[Stored data]

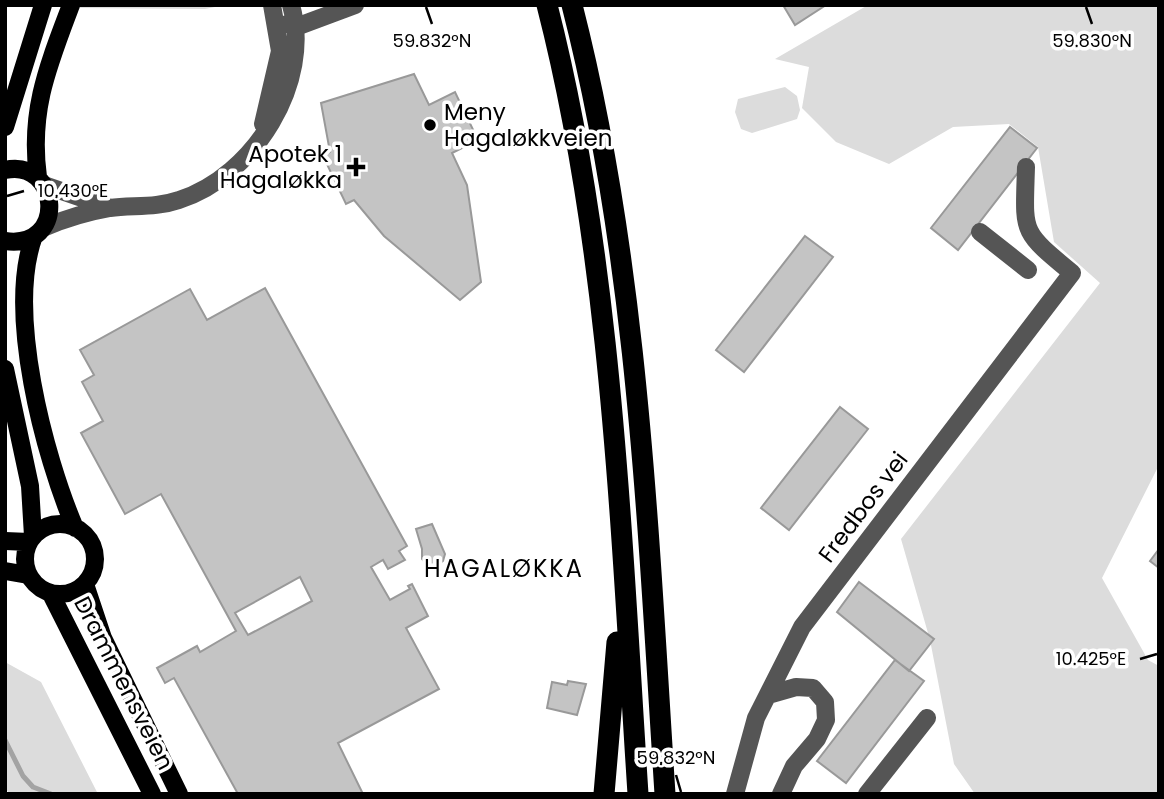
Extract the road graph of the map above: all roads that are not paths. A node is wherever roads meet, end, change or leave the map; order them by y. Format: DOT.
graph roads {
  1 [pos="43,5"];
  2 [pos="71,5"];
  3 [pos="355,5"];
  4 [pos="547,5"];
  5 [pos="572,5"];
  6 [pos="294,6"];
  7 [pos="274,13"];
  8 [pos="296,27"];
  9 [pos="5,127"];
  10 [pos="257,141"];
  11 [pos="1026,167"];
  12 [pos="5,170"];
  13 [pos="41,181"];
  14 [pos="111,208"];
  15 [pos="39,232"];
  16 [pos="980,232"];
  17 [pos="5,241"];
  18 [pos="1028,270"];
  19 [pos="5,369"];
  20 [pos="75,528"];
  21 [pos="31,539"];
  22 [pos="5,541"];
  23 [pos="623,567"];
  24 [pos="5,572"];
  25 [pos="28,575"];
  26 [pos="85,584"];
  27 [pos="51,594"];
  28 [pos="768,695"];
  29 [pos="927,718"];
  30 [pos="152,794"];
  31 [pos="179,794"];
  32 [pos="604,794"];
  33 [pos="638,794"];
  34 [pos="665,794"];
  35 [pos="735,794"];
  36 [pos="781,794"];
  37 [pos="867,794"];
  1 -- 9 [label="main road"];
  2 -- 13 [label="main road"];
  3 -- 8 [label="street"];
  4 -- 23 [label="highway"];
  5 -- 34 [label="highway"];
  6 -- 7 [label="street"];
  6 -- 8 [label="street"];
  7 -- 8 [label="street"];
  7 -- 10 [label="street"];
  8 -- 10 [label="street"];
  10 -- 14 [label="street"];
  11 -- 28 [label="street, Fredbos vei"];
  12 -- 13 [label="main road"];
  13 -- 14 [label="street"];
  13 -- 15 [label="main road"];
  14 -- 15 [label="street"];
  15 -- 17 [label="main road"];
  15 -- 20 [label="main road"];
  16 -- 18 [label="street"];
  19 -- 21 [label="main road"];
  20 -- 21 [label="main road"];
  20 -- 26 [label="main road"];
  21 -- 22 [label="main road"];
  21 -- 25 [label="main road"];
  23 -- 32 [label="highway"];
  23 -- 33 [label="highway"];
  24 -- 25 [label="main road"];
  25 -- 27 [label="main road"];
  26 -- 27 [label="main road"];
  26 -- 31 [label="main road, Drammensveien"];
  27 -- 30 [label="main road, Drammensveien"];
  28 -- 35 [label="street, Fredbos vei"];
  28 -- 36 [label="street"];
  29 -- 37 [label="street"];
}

---

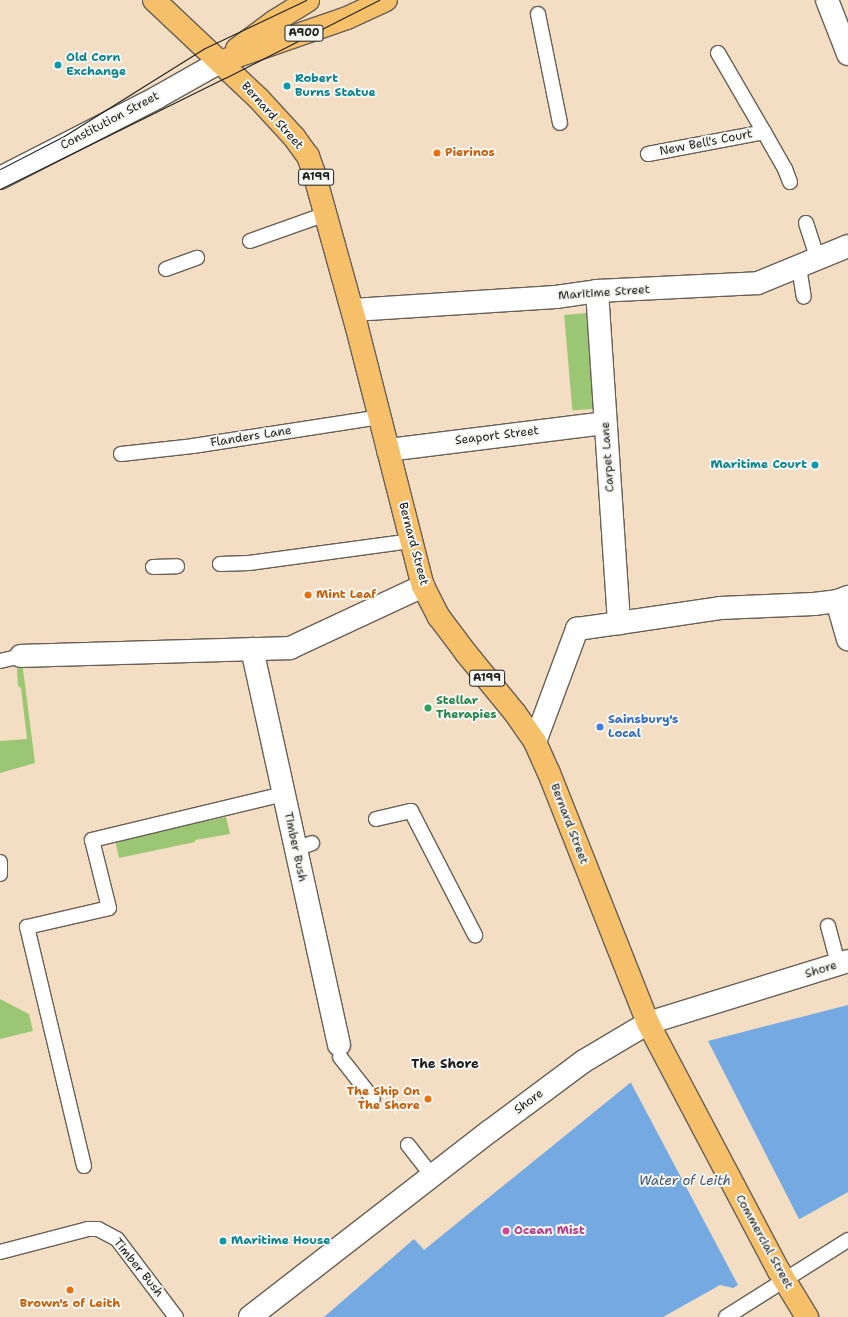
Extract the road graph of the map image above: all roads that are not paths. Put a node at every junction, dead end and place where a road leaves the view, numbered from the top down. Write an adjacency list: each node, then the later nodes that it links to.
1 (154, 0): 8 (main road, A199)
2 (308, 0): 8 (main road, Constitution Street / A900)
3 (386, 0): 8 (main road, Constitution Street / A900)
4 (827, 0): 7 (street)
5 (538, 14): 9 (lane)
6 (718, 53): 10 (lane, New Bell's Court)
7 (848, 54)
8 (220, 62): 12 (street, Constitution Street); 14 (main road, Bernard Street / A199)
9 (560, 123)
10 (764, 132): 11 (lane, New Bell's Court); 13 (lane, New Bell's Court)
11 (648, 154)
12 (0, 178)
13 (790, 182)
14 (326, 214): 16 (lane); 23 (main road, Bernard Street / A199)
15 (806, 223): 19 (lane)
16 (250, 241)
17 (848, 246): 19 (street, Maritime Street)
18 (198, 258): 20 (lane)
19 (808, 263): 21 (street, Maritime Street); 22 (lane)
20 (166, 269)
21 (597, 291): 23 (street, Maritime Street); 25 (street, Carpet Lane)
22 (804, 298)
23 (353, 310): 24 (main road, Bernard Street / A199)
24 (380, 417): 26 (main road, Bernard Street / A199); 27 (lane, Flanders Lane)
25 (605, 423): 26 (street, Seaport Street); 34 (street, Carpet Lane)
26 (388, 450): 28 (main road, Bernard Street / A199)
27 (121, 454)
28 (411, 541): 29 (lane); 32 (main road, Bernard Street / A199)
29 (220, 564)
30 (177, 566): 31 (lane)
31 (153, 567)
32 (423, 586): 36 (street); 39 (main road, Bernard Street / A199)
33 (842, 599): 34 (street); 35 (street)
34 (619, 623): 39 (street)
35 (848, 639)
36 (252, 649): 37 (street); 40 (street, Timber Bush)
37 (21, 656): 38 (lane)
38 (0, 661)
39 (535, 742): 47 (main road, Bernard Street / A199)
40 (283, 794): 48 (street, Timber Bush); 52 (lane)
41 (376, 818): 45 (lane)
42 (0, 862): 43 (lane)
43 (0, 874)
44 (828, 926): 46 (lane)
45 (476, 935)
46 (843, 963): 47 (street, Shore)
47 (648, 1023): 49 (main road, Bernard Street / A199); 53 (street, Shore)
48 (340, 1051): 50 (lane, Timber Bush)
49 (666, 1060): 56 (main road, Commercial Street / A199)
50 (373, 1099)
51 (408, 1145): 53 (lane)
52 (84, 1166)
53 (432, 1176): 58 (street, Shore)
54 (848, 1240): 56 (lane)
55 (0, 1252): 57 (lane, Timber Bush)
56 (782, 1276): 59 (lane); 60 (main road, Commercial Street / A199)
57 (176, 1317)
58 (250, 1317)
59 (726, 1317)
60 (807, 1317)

How to complete this task> Identify every line above with the string "Maritime" in it. Copy those lines.

Problem solution>
17 (848, 246): 19 (street, Maritime Street)
19 (808, 263): 21 (street, Maritime Street); 22 (lane)
21 (597, 291): 23 (street, Maritime Street); 25 (street, Carpet Lane)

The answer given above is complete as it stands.